ACTION ITEM: Could you filter the records below and keep only the lines with the word "Skatvedts"?

EXERCISE INPUT:
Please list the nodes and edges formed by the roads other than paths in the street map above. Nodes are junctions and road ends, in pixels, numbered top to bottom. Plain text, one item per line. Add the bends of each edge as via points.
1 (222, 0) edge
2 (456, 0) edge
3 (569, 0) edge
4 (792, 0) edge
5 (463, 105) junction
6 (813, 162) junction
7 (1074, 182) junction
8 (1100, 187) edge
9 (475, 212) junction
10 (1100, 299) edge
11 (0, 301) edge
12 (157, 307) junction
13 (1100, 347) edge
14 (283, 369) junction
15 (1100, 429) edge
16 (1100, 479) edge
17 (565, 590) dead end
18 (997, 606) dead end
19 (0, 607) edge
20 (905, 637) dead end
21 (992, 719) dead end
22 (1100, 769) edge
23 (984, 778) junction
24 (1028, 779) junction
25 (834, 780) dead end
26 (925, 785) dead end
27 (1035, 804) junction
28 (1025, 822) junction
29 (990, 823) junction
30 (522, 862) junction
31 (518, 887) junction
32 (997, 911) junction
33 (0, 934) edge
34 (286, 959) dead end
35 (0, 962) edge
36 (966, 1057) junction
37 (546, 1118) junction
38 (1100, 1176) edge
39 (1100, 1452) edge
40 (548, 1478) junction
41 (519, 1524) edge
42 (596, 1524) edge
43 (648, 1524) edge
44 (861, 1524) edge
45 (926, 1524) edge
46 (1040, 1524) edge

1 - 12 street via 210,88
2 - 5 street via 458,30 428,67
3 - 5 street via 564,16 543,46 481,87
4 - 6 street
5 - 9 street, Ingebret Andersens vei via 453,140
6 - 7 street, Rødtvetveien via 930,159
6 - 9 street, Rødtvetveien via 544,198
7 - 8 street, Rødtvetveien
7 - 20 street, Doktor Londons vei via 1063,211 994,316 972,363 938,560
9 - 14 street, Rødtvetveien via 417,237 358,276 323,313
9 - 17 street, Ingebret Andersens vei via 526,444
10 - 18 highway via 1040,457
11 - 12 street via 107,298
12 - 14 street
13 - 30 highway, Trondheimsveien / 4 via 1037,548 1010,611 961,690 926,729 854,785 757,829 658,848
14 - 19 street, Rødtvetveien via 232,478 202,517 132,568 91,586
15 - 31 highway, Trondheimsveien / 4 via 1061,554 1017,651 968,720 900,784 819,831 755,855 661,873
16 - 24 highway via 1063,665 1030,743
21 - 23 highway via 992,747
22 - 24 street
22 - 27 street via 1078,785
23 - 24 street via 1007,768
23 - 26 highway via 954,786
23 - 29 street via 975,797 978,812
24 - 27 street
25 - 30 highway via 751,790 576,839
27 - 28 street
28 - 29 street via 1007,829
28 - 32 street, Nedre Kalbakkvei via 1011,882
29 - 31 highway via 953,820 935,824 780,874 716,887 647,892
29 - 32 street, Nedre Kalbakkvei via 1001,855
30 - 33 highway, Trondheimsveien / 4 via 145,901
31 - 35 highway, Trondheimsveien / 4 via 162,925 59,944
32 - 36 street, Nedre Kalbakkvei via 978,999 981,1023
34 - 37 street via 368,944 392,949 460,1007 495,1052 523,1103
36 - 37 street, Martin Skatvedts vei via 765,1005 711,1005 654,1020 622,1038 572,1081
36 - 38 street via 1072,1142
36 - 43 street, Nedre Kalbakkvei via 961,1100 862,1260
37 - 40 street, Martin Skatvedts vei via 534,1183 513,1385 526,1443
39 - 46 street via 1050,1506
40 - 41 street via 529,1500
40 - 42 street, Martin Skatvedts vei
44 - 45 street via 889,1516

ANSWER TO THE EXERCISE:
36 - 37 street, Martin Skatvedts vei via 765,1005 711,1005 654,1020 622,1038 572,1081
37 - 40 street, Martin Skatvedts vei via 534,1183 513,1385 526,1443
40 - 42 street, Martin Skatvedts vei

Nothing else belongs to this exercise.